In the 1990’s the pace of important discoveries increased dramatically. In terms of treatment, two advances stand out. Anders Björklund and Olle Lindvall recount their pioneering cell transplantation studies aimed at replacing dopaminergic neurons in Parkinson’s patients. This research area has gone through many interesting phases of development and remains very active today with plans for several clinical trials using pluripotent stem cells as starting material. Marwan Hariz’s scholarly and lively account chronicles the birth of deep brain stimulation (DBS) targeting the subthalamic nucleus for treatment of symptoms of Parkinson’s disease, described by David Marsden the most important discovery since levodopa and its evolution up to the present day.

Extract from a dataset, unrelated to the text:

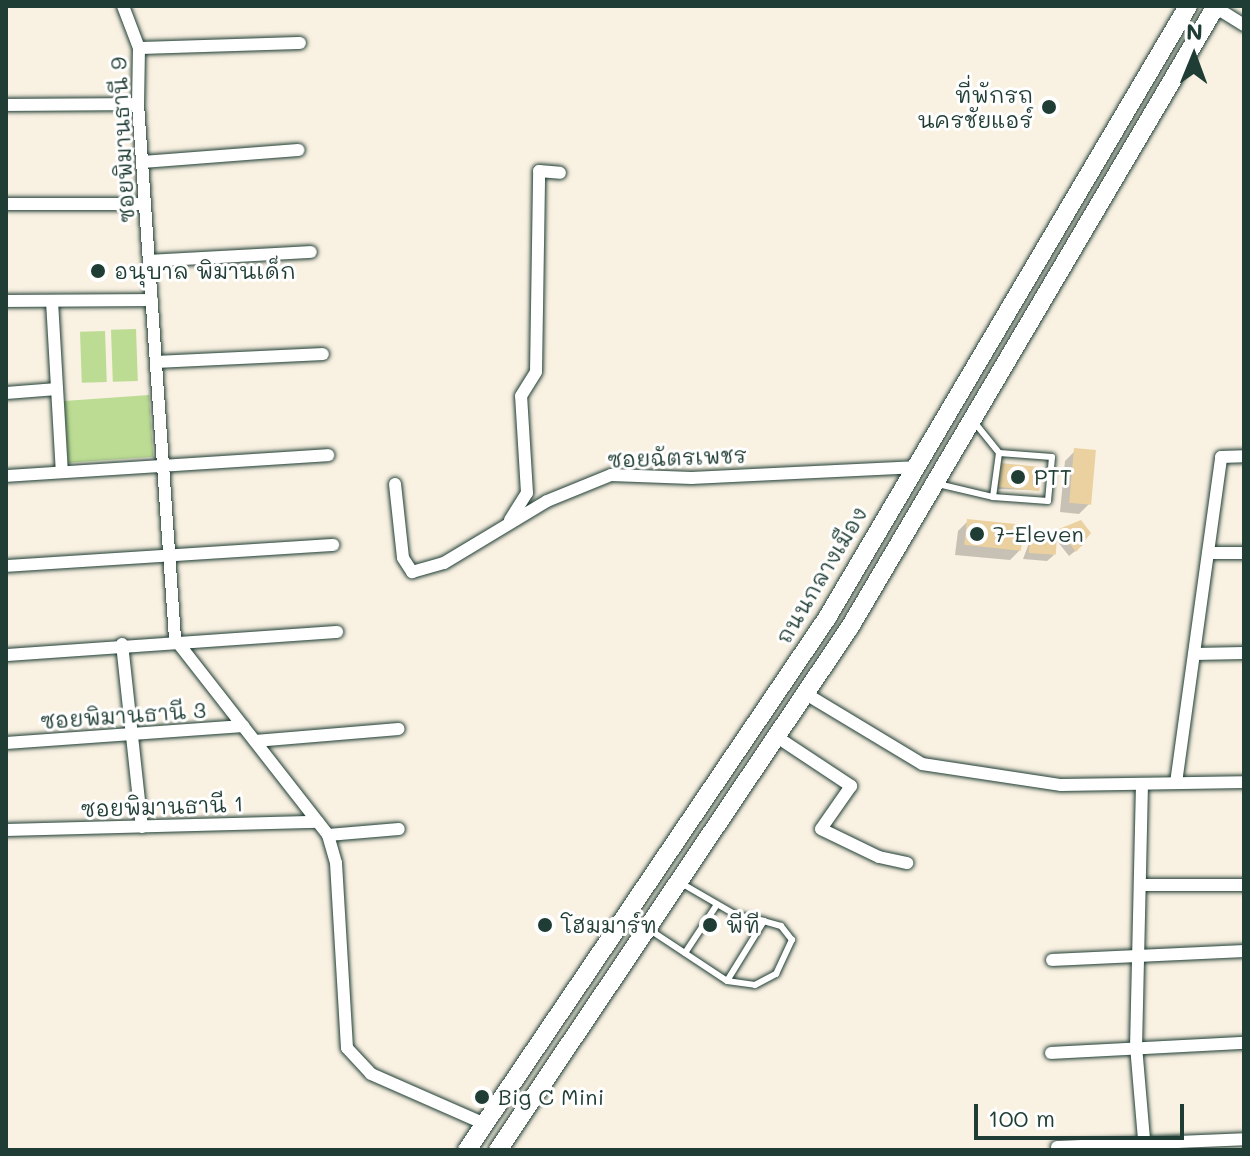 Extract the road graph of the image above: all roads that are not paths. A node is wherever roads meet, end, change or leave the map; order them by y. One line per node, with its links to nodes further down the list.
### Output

That decade also witnessed the beginnings of a much better understanding of the molecular underpinnings of Parkinson’s disease. Robert Nussbaum relates the exciting story of identifying the first mutations in the alpha-synuclein gene that cause rare forms of hereditary Parkinson’s disease. Michel Goedert, Ross Jakes and Maria Grazia Spillantini, tell how this finding almost immediately was shown to have enormous implications when they demonstrated that the Lewy bodies from patients with the more common sporadic form of the disease are largely made up of aggregated alpha-synuclein. The realisation that aggregated alpha-synuclein is at the core of Parkinson’s disease pathology completely transformed the research. The focus shifted to why proteins misfold and why cells fail to clear the aggregates. Alpha-synuclein has also emerged as one of the most exciting therapeutic targets. In their article, Heiko Braak and Kelly Del Tredici compellingly recount the controversy that surrounded the development of the landmark six-stage model for brain Lewy body pathology related to sporadic Parkinson’s disease. This observation led to ideas that the disease might be triggered in enteric nervous system and olfactory bulb, and it spawned the hypothesis of a prion-like role for misfolded alpha-synuclein – a vibrant area of current research.
John Hardy, Thomas Gasser and Andrew Singleton describe how the list of mutations associated with Parkinson’s disease was then impressively extended this century. Each mutation has given exciting ideas about molecular mechanisms that contribute to the disease pathogenesis, and this groundbreaking observations might eventually lead to new therapies that interfere with the disease process.
In compiling this special issue, we discussed the fact that there have also been major recent advances in understanding better how the disease impacts the patients’ lives and how life-style factors play a role in improving quality of life. For example, a greater appreciation of the non-motor symptoms of Parkinson’s disease and a growing realisation that physical exercise might be of benefit. While these are tremendous advances, we view them more as important research trends and it was difficult to pin-point individual discoveries that played defining roles. Hopefully, these areas can be highlighted when we revisit the major advances in 10 years from now. One might also foresee that 10 years from now we will be able describe research on how to accurately predict who will develop Parkinson’s disease, and that it will be possible to use precision medicine to define distinct subtypes of the disease. Furthermore, given the pace of recent discoveries, we hope that the 210th year commemorative issue will describe treatments that slow Parkinson’s disease progression, which are glaringly absent from the first 200 years of Parkinson’s research. What is certain, is that the milestones described in this issue form the foundations upon which such a treatment will be built.